Task brief: Restate the entries below word for word, omitting nothing.

Material provided:
-*-*-

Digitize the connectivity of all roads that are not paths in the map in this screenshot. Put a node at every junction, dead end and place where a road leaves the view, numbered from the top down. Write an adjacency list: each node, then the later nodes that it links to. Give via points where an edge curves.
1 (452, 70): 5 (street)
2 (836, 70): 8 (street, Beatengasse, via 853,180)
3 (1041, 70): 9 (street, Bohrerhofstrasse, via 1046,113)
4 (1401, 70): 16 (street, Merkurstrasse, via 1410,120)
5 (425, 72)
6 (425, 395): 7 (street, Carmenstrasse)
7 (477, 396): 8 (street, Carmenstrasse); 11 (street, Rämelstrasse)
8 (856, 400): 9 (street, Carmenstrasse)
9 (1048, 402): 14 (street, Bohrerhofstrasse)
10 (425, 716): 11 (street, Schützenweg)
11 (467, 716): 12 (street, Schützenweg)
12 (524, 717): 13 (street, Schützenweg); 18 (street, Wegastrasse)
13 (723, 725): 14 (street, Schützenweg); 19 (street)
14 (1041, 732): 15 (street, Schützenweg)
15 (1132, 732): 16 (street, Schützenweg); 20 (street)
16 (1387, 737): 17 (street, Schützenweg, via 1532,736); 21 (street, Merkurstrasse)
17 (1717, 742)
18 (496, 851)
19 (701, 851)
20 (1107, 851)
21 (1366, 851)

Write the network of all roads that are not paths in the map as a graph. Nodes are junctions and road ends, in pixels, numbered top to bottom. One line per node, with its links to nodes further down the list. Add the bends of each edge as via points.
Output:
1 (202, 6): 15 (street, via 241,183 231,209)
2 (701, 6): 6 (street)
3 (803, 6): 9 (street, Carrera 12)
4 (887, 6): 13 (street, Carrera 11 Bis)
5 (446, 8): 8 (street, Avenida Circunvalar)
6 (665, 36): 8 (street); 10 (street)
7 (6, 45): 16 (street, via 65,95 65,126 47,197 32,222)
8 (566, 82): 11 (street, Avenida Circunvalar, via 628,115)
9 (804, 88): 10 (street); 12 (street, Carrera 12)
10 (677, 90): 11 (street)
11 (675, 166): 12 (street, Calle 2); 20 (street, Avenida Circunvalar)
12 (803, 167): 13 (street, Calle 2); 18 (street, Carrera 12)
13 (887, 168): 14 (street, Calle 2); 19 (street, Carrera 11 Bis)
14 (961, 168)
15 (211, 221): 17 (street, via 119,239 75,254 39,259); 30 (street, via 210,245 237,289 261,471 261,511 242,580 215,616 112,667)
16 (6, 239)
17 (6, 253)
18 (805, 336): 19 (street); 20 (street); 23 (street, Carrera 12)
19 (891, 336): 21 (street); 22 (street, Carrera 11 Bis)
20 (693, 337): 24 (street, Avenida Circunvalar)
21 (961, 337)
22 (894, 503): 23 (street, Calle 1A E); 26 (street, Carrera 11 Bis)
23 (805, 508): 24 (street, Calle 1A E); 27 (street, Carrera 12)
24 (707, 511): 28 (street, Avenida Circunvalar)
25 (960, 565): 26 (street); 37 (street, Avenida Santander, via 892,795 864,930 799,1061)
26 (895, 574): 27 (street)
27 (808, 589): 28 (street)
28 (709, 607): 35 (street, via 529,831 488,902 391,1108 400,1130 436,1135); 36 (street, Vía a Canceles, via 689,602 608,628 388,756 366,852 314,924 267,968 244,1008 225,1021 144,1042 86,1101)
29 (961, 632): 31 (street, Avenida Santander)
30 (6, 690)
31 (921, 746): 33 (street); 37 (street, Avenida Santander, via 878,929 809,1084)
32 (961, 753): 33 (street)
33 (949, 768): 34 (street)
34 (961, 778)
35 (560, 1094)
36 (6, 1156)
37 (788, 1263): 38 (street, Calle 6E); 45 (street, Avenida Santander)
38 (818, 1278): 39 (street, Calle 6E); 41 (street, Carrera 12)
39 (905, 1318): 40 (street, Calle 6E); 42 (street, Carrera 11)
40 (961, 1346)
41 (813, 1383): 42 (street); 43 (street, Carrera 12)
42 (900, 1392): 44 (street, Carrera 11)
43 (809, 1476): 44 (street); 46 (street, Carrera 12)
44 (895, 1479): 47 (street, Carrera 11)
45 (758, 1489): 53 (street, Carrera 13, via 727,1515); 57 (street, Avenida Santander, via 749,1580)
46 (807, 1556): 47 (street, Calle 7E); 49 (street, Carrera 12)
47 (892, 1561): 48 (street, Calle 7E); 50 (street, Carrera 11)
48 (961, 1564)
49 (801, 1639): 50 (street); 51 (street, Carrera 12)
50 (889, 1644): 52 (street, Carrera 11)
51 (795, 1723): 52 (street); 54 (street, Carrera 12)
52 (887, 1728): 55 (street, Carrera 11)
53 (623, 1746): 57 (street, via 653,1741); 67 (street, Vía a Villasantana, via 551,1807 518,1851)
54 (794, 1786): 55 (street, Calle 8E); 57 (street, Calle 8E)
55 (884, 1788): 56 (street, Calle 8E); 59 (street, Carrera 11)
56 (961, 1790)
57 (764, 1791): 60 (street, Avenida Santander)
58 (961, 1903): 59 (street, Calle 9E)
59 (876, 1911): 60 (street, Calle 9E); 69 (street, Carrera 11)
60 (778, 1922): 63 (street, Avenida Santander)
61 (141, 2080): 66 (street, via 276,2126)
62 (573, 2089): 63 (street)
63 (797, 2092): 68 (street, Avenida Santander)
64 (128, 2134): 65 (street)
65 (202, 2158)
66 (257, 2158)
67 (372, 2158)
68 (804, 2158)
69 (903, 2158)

-*-*-

Written response:
Digitize the connectivity of all roads that are not paths in the map in this screenshot. Put a node at every junction, dead end and place where a road leaves the view, numbered from the top down. Write an adjacency list: each node, then the later nodes that it links to. Give via points where an edge curves.
1 (452, 70): 5 (street)
2 (836, 70): 8 (street, Beatengasse, via 853,180)
3 (1041, 70): 9 (street, Bohrerhofstrasse, via 1046,113)
4 (1401, 70): 16 (street, Merkurstrasse, via 1410,120)
5 (425, 72)
6 (425, 395): 7 (street, Carmenstrasse)
7 (477, 396): 8 (street, Carmenstrasse); 11 (street, Rämelstrasse)
8 (856, 400): 9 (street, Carmenstrasse)
9 (1048, 402): 14 (street, Bohrerhofstrasse)
10 (425, 716): 11 (street, Schützenweg)
11 (467, 716): 12 (street, Schützenweg)
12 (524, 717): 13 (street, Schützenweg); 18 (street, Wegastrasse)
13 (723, 725): 14 (street, Schützenweg); 19 (street)
14 (1041, 732): 15 (street, Schützenweg)
15 (1132, 732): 16 (street, Schützenweg); 20 (street)
16 (1387, 737): 17 (street, Schützenweg, via 1532,736); 21 (street, Merkurstrasse)
17 (1717, 742)
18 (496, 851)
19 (701, 851)
20 (1107, 851)
21 (1366, 851)

Write the network of all roads that are not paths in the map as a graph. Nodes are junctions and road ends, in pixels, numbered top to bottom. One line per node, with its links to nodes further down the list. Add the bends of each edge as via points.
Output:
1 (202, 6): 15 (street, via 241,183 231,209)
2 (701, 6): 6 (street)
3 (803, 6): 9 (street, Carrera 12)
4 (887, 6): 13 (street, Carrera 11 Bis)
5 (446, 8): 8 (street, Avenida Circunvalar)
6 (665, 36): 8 (street); 10 (street)
7 (6, 45): 16 (street, via 65,95 65,126 47,197 32,222)
8 (566, 82): 11 (street, Avenida Circunvalar, via 628,115)
9 (804, 88): 10 (street); 12 (street, Carrera 12)
10 (677, 90): 11 (street)
11 (675, 166): 12 (street, Calle 2); 20 (street, Avenida Circunvalar)
12 (803, 167): 13 (street, Calle 2); 18 (street, Carrera 12)
13 (887, 168): 14 (street, Calle 2); 19 (street, Carrera 11 Bis)
14 (961, 168)
15 (211, 221): 17 (street, via 119,239 75,254 39,259); 30 (street, via 210,245 237,289 261,471 261,511 242,580 215,616 112,667)
16 (6, 239)
17 (6, 253)
18 (805, 336): 19 (street); 20 (street); 23 (street, Carrera 12)
19 (891, 336): 21 (street); 22 (street, Carrera 11 Bis)
20 (693, 337): 24 (street, Avenida Circunvalar)
21 (961, 337)
22 (894, 503): 23 (street, Calle 1A E); 26 (street, Carrera 11 Bis)
23 (805, 508): 24 (street, Calle 1A E); 27 (street, Carrera 12)
24 (707, 511): 28 (street, Avenida Circunvalar)
25 (960, 565): 26 (street); 37 (street, Avenida Santander, via 892,795 864,930 799,1061)
26 (895, 574): 27 (street)
27 (808, 589): 28 (street)
28 (709, 607): 35 (street, via 529,831 488,902 391,1108 400,1130 436,1135); 36 (street, Vía a Canceles, via 689,602 608,628 388,756 366,852 314,924 267,968 244,1008 225,1021 144,1042 86,1101)
29 (961, 632): 31 (street, Avenida Santander)
30 (6, 690)
31 (921, 746): 33 (street); 37 (street, Avenida Santander, via 878,929 809,1084)
32 (961, 753): 33 (street)
33 (949, 768): 34 (street)
34 (961, 778)
35 (560, 1094)
36 (6, 1156)
37 (788, 1263): 38 (street, Calle 6E); 45 (street, Avenida Santander)
38 (818, 1278): 39 (street, Calle 6E); 41 (street, Carrera 12)
39 (905, 1318): 40 (street, Calle 6E); 42 (street, Carrera 11)
40 (961, 1346)
41 (813, 1383): 42 (street); 43 (street, Carrera 12)
42 (900, 1392): 44 (street, Carrera 11)
43 (809, 1476): 44 (street); 46 (street, Carrera 12)
44 (895, 1479): 47 (street, Carrera 11)
45 (758, 1489): 53 (street, Carrera 13, via 727,1515); 57 (street, Avenida Santander, via 749,1580)
46 (807, 1556): 47 (street, Calle 7E); 49 (street, Carrera 12)
47 (892, 1561): 48 (street, Calle 7E); 50 (street, Carrera 11)
48 (961, 1564)
49 (801, 1639): 50 (street); 51 (street, Carrera 12)
50 (889, 1644): 52 (street, Carrera 11)
51 (795, 1723): 52 (street); 54 (street, Carrera 12)
52 (887, 1728): 55 (street, Carrera 11)
53 (623, 1746): 57 (street, via 653,1741); 67 (street, Vía a Villasantana, via 551,1807 518,1851)
54 (794, 1786): 55 (street, Calle 8E); 57 (street, Calle 8E)
55 (884, 1788): 56 (street, Calle 8E); 59 (street, Carrera 11)
56 (961, 1790)
57 (764, 1791): 60 (street, Avenida Santander)
58 (961, 1903): 59 (street, Calle 9E)
59 (876, 1911): 60 (street, Calle 9E); 69 (street, Carrera 11)
60 (778, 1922): 63 (street, Avenida Santander)
61 (141, 2080): 66 (street, via 276,2126)
62 (573, 2089): 63 (street)
63 (797, 2092): 68 (street, Avenida Santander)
64 (128, 2134): 65 (street)
65 (202, 2158)
66 (257, 2158)
67 (372, 2158)
68 (804, 2158)
69 (903, 2158)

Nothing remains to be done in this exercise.